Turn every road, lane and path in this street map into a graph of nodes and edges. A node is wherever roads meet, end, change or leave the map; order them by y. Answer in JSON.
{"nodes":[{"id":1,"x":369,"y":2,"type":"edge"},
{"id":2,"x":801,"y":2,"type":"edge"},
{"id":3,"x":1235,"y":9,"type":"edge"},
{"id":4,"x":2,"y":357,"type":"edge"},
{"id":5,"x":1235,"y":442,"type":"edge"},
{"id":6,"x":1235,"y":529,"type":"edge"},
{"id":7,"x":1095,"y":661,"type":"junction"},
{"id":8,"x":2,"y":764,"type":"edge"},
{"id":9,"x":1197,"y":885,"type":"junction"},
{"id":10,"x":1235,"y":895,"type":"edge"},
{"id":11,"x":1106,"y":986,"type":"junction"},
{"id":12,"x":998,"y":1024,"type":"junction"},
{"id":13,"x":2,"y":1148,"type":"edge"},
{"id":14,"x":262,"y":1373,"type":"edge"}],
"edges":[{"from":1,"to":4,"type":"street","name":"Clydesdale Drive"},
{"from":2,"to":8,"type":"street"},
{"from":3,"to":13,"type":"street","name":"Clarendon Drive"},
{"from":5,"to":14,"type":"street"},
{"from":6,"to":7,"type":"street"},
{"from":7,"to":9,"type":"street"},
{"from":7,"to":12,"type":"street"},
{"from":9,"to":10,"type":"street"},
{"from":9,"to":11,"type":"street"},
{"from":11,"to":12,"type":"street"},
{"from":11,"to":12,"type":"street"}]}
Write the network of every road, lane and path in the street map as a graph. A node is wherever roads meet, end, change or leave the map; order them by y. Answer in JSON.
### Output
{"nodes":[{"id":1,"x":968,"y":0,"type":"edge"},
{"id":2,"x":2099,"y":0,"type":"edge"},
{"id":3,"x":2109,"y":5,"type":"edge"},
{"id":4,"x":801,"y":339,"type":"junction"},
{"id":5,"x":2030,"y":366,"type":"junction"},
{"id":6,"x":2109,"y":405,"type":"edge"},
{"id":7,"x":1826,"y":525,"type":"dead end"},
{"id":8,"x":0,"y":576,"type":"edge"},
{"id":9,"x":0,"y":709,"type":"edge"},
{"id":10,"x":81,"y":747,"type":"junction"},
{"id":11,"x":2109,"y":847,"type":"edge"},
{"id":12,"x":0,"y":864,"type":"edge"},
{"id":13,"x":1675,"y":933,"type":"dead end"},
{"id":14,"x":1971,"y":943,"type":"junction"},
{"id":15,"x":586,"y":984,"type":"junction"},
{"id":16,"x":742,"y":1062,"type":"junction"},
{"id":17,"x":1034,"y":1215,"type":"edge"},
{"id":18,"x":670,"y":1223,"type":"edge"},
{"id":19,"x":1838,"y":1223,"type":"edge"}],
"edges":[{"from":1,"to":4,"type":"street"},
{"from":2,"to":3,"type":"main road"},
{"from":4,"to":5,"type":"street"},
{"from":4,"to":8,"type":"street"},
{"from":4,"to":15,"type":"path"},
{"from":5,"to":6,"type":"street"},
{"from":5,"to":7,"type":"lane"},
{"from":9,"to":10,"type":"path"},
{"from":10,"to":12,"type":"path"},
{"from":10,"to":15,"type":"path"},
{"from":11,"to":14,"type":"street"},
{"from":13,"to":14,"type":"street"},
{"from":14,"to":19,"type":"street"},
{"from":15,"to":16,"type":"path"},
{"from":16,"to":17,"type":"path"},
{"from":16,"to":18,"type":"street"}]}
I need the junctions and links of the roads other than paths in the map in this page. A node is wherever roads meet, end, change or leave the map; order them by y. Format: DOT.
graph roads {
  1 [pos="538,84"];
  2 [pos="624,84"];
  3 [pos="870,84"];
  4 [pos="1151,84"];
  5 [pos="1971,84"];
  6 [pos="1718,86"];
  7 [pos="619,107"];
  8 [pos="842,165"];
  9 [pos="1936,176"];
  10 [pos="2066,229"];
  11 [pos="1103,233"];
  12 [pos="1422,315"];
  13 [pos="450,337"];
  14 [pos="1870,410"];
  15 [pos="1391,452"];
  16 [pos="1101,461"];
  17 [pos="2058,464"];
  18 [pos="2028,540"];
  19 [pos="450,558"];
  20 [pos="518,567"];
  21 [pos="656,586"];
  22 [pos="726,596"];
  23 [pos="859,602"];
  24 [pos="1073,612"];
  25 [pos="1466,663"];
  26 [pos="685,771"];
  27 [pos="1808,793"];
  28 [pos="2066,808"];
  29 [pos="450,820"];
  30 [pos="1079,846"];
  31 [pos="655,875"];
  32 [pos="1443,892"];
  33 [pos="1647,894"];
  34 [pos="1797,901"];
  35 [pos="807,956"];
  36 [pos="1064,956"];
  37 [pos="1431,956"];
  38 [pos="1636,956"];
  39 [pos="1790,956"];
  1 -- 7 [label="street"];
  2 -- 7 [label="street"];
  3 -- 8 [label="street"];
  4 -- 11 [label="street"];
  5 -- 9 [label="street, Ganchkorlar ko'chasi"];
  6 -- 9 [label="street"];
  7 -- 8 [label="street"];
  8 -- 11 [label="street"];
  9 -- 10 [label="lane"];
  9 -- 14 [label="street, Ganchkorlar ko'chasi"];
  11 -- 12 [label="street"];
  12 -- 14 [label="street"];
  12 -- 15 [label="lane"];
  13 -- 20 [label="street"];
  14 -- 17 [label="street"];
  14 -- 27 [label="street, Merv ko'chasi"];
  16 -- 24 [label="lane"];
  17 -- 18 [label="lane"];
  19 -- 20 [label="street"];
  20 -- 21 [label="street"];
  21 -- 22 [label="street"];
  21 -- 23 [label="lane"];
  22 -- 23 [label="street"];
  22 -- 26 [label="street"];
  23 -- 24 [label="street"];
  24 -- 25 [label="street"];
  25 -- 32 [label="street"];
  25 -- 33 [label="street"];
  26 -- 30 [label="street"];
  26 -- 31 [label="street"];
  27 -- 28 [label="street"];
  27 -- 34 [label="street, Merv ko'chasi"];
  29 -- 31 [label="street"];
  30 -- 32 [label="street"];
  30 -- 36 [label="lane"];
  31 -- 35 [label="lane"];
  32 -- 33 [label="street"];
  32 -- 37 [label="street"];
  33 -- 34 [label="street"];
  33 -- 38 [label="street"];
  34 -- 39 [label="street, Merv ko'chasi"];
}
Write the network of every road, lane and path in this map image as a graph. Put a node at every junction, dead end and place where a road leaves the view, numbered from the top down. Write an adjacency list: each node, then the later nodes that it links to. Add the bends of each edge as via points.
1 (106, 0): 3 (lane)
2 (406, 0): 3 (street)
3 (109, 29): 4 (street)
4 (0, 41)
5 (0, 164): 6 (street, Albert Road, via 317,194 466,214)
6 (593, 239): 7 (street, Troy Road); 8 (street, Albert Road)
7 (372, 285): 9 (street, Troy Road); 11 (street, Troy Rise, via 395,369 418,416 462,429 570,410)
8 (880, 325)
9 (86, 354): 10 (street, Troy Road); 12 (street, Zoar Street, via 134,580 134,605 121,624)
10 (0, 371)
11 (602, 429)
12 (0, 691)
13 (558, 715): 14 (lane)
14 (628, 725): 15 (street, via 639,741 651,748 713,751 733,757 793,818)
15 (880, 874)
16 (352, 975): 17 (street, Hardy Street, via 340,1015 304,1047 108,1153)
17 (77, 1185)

++++

Exercise directions
Above are the entries; count how many of their lines contain the word "Albert" and give only that number.

Answer box
2